Dismas Hardy knows something is amiss with his trusted secretary, Phyllis. Her out-of-character behavior and sudden disappearances concern Hardy, especially when he learns that her convict brother—a man who had served twenty-five years in prison for armed robbery and attempted murder—has just been released.
Things take a shocking turn when Phyllis is suddenly arrested at work for allegedly being an accessory to the murder of Hector Valdez, a coyote who’d been smuggling women into this country from El Salvador and Mexico. That is, until recently, when he was shot to death—on the very same day that Phyllis first disappeared from work. The connection between Phyllis, her brother, and Hector’s murder is not something Dismas can easily understand, but if his cherished colleague has any chance of going free, he needs to put all the pieces together—and fast.
Proving that he is truly “one of the best thriller writers to come down the pike” (USA TODAY), John Lescroart crafts yet another whip-smart, engrossing novel filled with shocking twists and turns that will keep you on your toes until the very last page.
About the Author
Hometown:El Macero, California
Date of Birth:January 14, 1948
Place of Birth:Houston, Texas
Education:B.A. in English with Honors, UC Berkeley, 1970
Read an Excerpt
The Rule of Law PROLOGUE
AFTER YOU MURDER someone, life is never the same.
Ron Jameson found himself thinking about this all the time; he couldn’t get over the before and after differences.
Before, he’d been a hardworking mid-level attorney, billing his mega-hours, fair to both clients and opponents, responsive to his partners, honest to a fault.
Before, he had been a compassionate yet somewhat stern father to his two children, a righteous man who both taught and modeled the importance of respect—for property, for their mother, for other political, social, and religious viewpoints.
Before, he’d lived a circumspect, modestly successful, controlled existence, neither particularly happy nor sad, vaguely content most of the time, occasionally a bit bored, going through the motions.
Before, he’d been half-alive.
That had left the other half.
After he’d murdered the man who’d slept with his wife, it had taken him a while to get his bearings. Most of that time was spent worrying about what would happen if he were caught, about what he would tell his children and his wife. How he could justify himself and what he’d done to those he loved.

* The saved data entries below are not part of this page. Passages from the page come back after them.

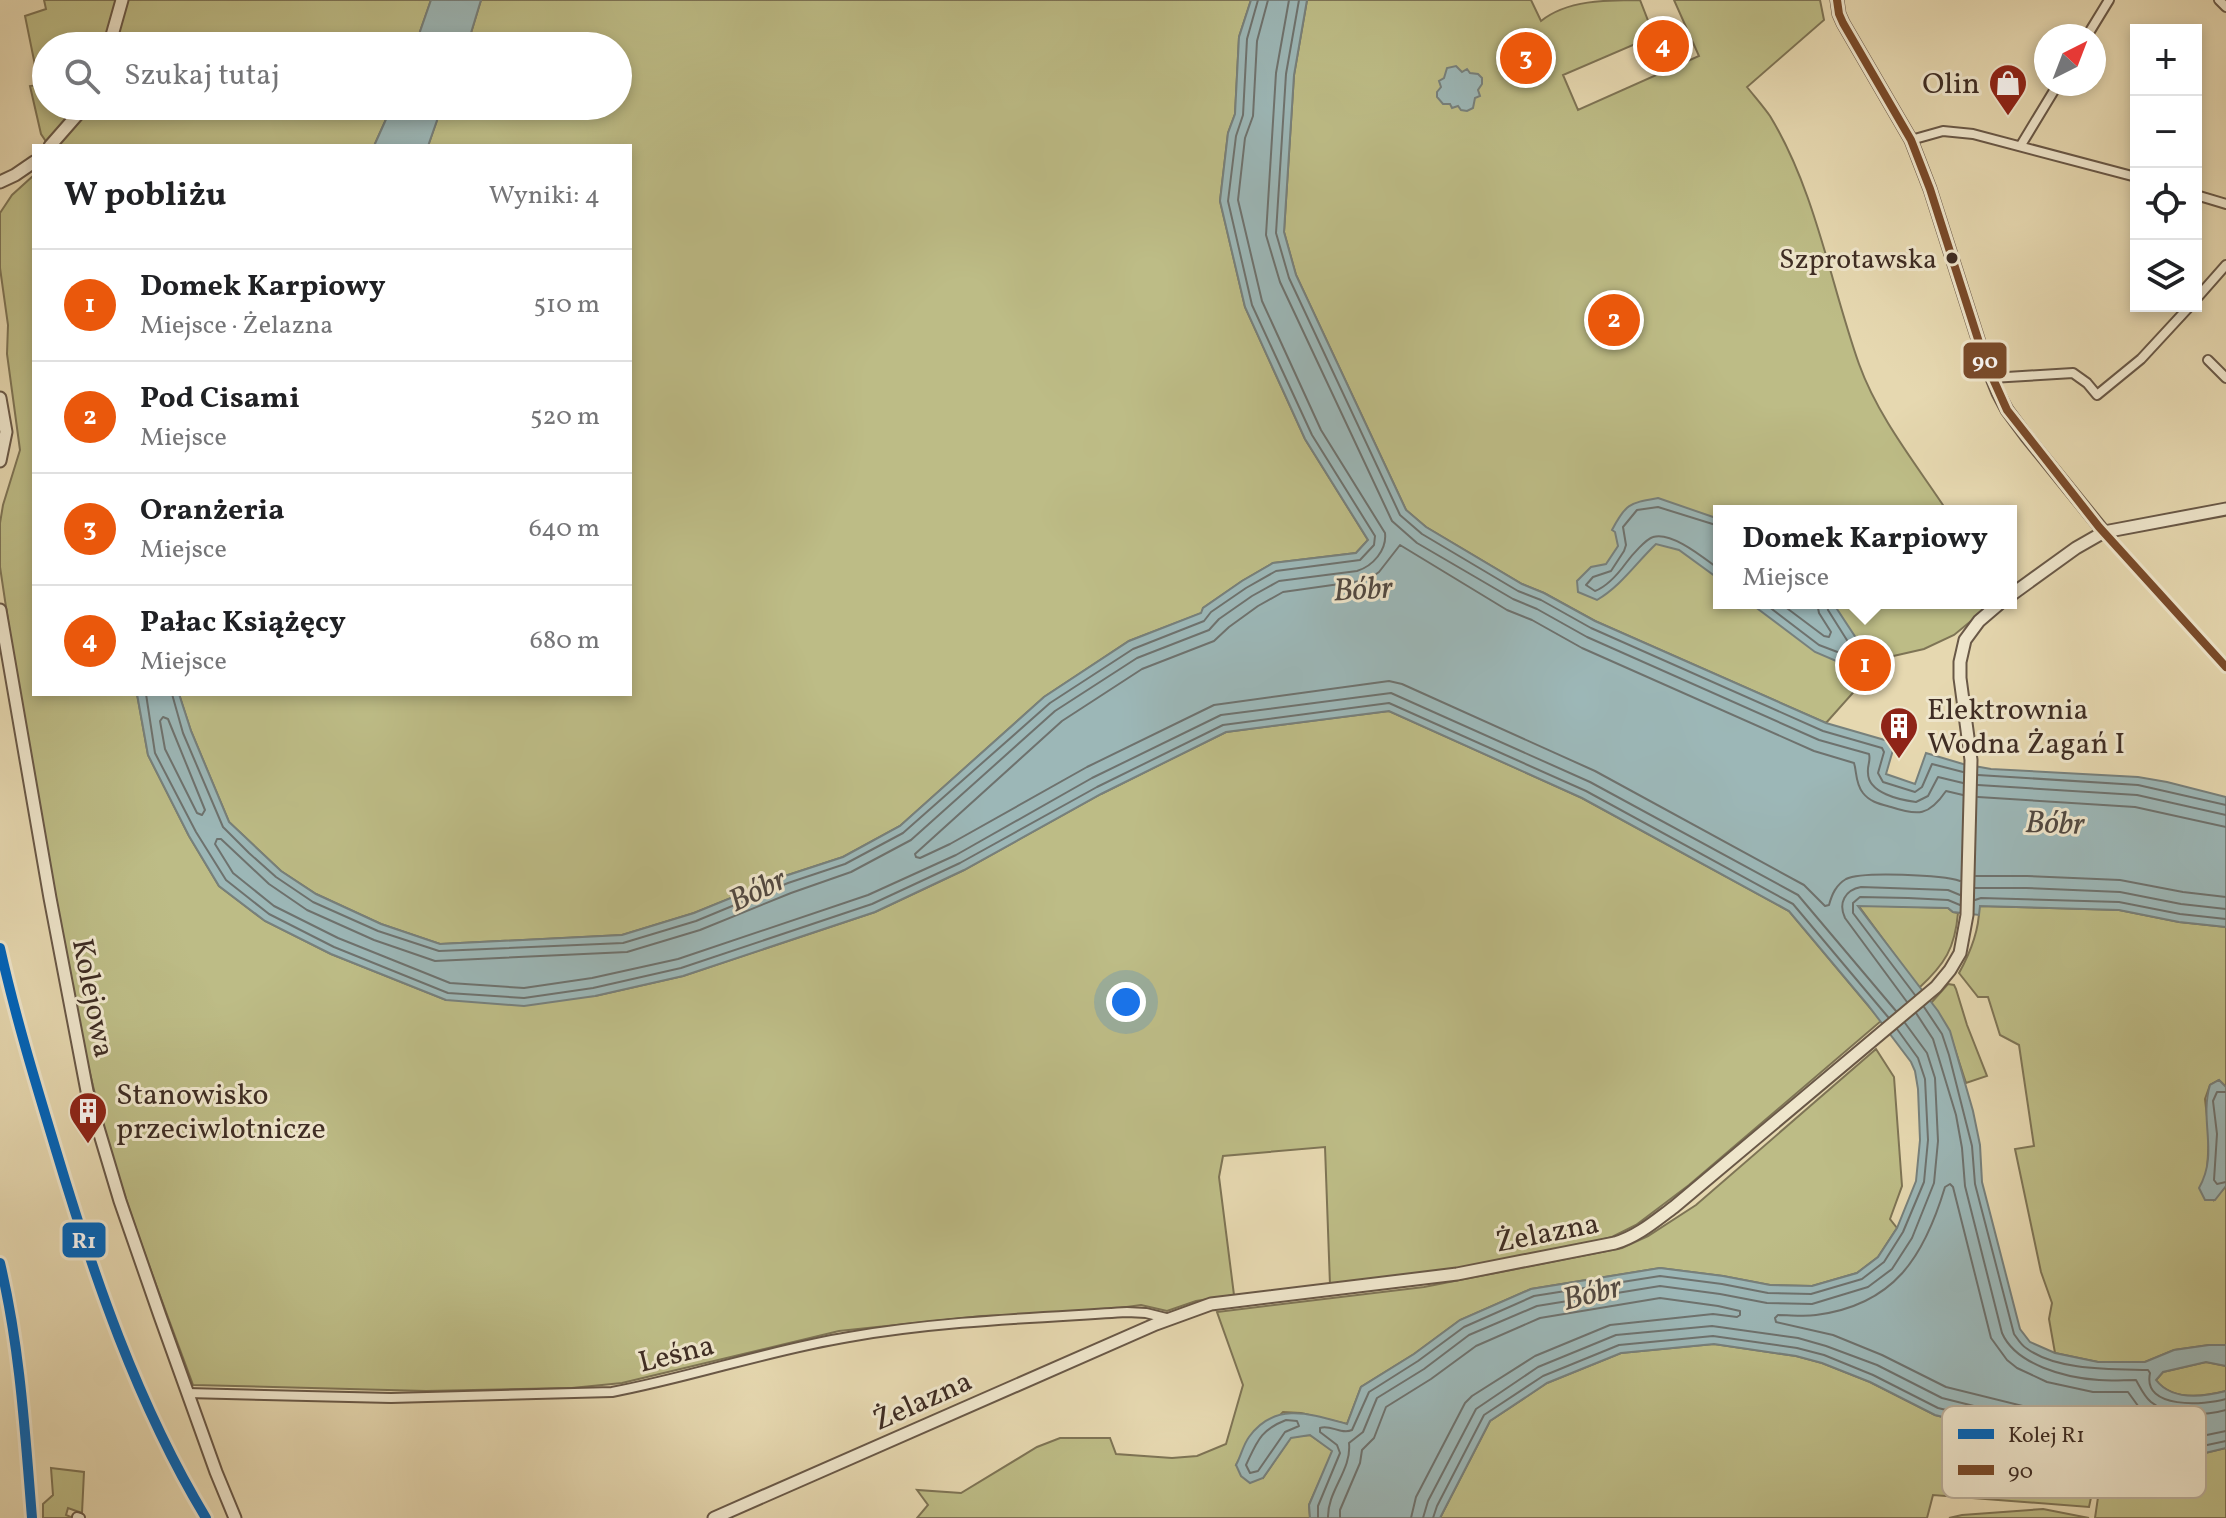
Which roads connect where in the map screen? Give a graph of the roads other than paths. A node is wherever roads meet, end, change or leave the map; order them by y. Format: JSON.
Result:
{"nodes":[{"id":1,"x":122,"y":0,"type":"edge"},
{"id":2,"x":2109,"y":0,"type":"edge"},
{"id":3,"x":2219,"y":0,"type":"edge"},
{"id":4,"x":1838,"y":1,"type":"edge"},
{"id":5,"x":2226,"y":7,"type":"edge"},
{"id":6,"x":2094,"y":24,"type":"edge"},
{"id":7,"x":113,"y":32,"type":"edge"},
{"id":8,"x":2051,"y":96,"type":"edge"},
{"id":9,"x":73,"y":120,"type":"edge"},
{"id":10,"x":1911,"y":140,"type":"junction"},
{"id":11,"x":52,"y":144,"type":"edge"},
{"id":12,"x":2021,"y":145,"type":"junction"},
{"id":13,"x":32,"y":163,"type":"edge"},
{"id":14,"x":2130,"y":175,"type":"edge"},
{"id":15,"x":0,"y":182,"type":"edge"},
{"id":16,"x":2202,"y":197,"type":"edge"},
{"id":17,"x":2226,"y":204,"type":"edge"},
{"id":18,"x":2226,"y":265,"type":"edge"},
{"id":19,"x":2202,"y":292,"type":"edge"},
{"id":20,"x":2184,"y":312,"type":"edge"},
{"id":21,"x":2208,"y":360,"type":"dead end"},
{"id":22,"x":2224,"y":372,"type":"edge"},
{"id":23,"x":1991,"y":378,"type":"junction"},
{"id":24,"x":0,"y":398,"type":"edge"},
{"id":25,"x":0,"y":461,"type":"edge"},
{"id":26,"x":2226,"y":509,"type":"edge"},
{"id":27,"x":2104,"y":532,"type":"junction"},
{"id":28,"x":2017,"y":591,"type":"edge"},
{"id":29,"x":1993,"y":609,"type":"edge"},
{"id":30,"x":0,"y":610,"type":"edge"},
{"id":31,"x":2226,"y":667,"type":"edge"},
{"id":32,"x":1171,"y":1319,"type":"junction"},
{"id":33,"x":187,"y":1393,"type":"junction"},
{"id":34,"x":235,"y":1518,"type":"edge"},
{"id":35,"x":714,"y":1518,"type":"edge"}],
"edges":[{"from":1,"to":7,"type":"street"},
{"from":2,"to":6,"type":"street"},
{"from":3,"to":5,"type":"street"},
{"from":4,"to":10,"type":"street"},
{"from":8,"to":12,"type":"street"},
{"from":9,"to":11,"type":"street"},
{"from":10,"to":12,"type":"street"},
{"from":10,"to":23,"type":"street"},
{"from":12,"to":14,"type":"street"},
{"from":13,"to":15,"type":"street"},
{"from":16,"to":17,"type":"street"},
{"from":18,"to":19,"type":"street"},
{"from":20,"to":23,"type":"street"},
{"from":21,"to":22,"type":"street"},
{"from":23,"to":27,"type":"street"},
{"from":24,"to":25,"type":"street"},
{"from":26,"to":27,"type":"street"},
{"from":27,"to":28,"type":"street"},
{"from":27,"to":31,"type":"street"},
{"from":29,"to":32,"type":"street","name":"Żelazna"},
{"from":30,"to":33,"type":"street","name":"Kolejowa"},
{"from":32,"to":33,"type":"street","name":"Leśna"},
{"from":32,"to":35,"type":"street","name":"Żelazna"},
{"from":33,"to":34,"type":"street","name":"Kolejowa"}]}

Every day he had lived with the constant fear that the police would catch onto him, that in spite of his best efforts he’d left a clue somewhere, key evidence that would convict him. He worried about going to jail, about spending the rest of his life in prison.
He was the sole support of his family; how would they all survive?

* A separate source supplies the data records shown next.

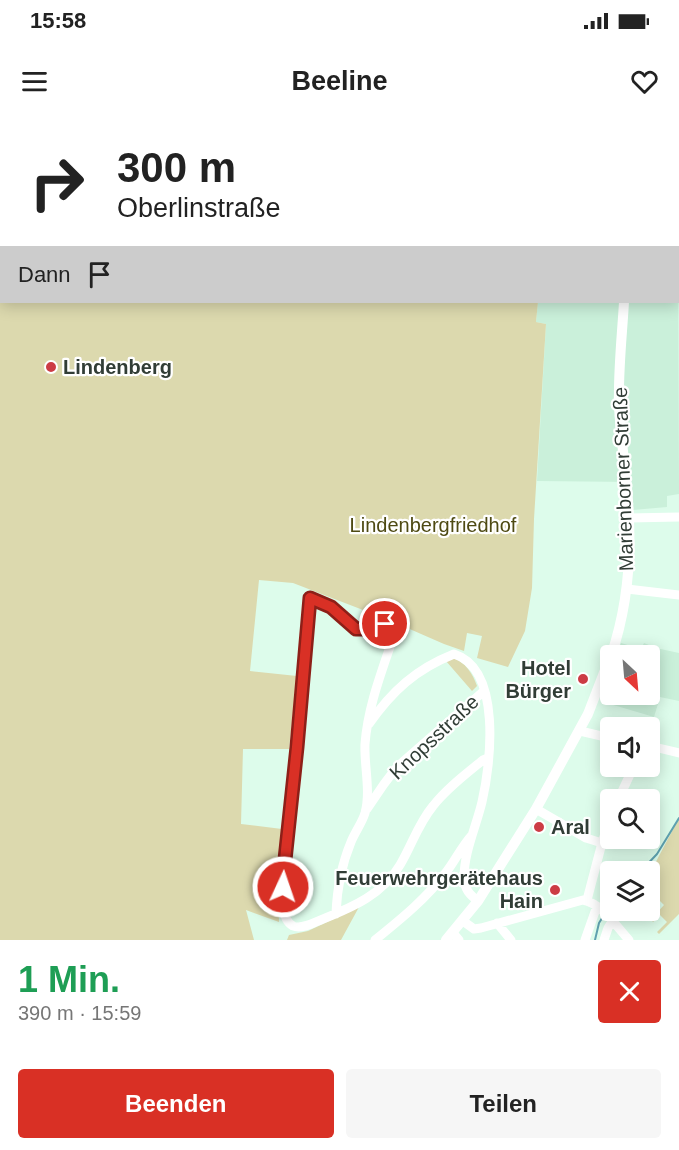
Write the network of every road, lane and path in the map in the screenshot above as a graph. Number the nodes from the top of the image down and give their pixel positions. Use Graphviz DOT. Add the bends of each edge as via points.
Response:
graph roads {
  1 [pos="624,303"];
  2 [pos="679,517"];
  3 [pos="629,518"];
  4 [pos="627,589"];
  5 [pos="679,595"];
  6 [pos="614,645"];
  7 [pos="600,687"];
  8 [pos="484,691"];
  9 [pos="367,728"];
  10 [pos="580,731"];
  11 [pos="600,736"];
  12 [pos="660,748"];
  13 [pos="679,753"];
  14 [pos="488,759"];
  15 [pos="536,809"];
  16 [pos="364,814"];
  17 [pos="473,833"];
  18 [pos="600,842"];
  19 [pos="600,849"];
  20 [pos="587,900"];
  21 [pos="478,901"];
  22 [pos="599,908"];
  23 [pos="336,914"];
  24 [pos="463,921"];
  25 [pos="611,921"];
  26 [pos="612,921"];
  27 [pos="497,923"];
  28 [pos="453,938"];
  29 [pos="375,940"];
  30 [pos="511,940"];
  31 [pos="585,940"];
  32 [pos="604,940"];
  33 [pos="629,940"];
  1 -- 3 [label="main road, Marienborner Straße" via="619,408"];
  2 -- 3 [label="street"];
  3 -- 4 [label="main road, Marienborner Straße"];
  4 -- 5 [label="street"];
  4 -- 6 [label="main road, Marienborner Straße"];
  7 -- 10 [label="main road, Marienborner Straße"];
  8 -- 9 [label="street" via="474,667 453,654 409,678"];
  8 -- 14 [label="street" via="490,719"];
  8 -- 16 [label="street, Knopsstraße" via="397,767"];
  9 -- 16 [label="street"];
  9 -- 23 [label="street" via="396,629 378,622 356,629 331,607 310,598 283,905 286,920 298,927"];
  10 -- 11 [label="street"];
  10 -- 15 [label="main road, Marienborner Straße"];
  12 -- 13 [label="street"];
  14 -- 17 [label="street"];
  14 -- 23 [label="street" via="444,794 425,815 400,865 385,884"];
  15 -- 18 [label="street"];
  15 -- 21 [label="main road, Marienborner Straße"];
  16 -- 23 [label="street" via="342,865"];
  17 -- 21 [label="street" via="464,880 468,892"];
  17 -- 29 [label="street" via="432,890"];
  19 -- 20 [label="street"];
  20 -- 22 [label="street"];
  20 -- 27 [label="street"];
  21 -- 24 [label="main road, Marienborner Straße"];
  22 -- 31 [label="street"];
  24 -- 27 [label="street" via="474,928"];
  24 -- 28 [label="main road, Marienborner Straße"];
  25 -- 32 [label="street"];
  26 -- 33 [label="street"];
  27 -- 30 [label="street"];
}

After, above all, he worried about how he could have turned into the man who could have actually done what he’d done.
When the police had found the incriminating evidence—a shell casing from the same make and caliber of the gun he’d used—on the boat of Geoff Cooke, his former best friend and partner in the law firm, it had taken him a while to understand. Mystifyingly, Geoff had apparently then used the same weapon to kill himself, which meant that the case was closed.
The police no longer believed that he’d done it. He was no longer a suspect.

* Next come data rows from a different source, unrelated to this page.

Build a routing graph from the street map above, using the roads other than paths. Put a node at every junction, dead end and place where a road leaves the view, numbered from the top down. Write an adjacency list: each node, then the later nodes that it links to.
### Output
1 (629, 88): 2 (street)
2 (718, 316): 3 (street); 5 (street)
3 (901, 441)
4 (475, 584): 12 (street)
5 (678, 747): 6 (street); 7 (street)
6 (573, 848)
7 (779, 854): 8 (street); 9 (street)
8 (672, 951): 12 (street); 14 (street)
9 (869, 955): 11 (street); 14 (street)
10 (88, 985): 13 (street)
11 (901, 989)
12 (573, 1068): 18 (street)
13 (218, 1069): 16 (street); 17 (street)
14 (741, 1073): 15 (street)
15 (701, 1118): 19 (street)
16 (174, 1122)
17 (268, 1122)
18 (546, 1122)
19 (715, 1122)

It appeared that his law partner had in fact killed the philandering bastard.
When in reality—he came to understand—it had been his wife expertly shifting the blame from him to Geoff, protecting him and their marriage and their family, shooting his law partner and convincingly making it appear to have been a suicide, then planting the incriminating shell on Geoff’s boat.
Which meant that both of them, husband and wife, were killers.
And after you murder someone, life is never the same.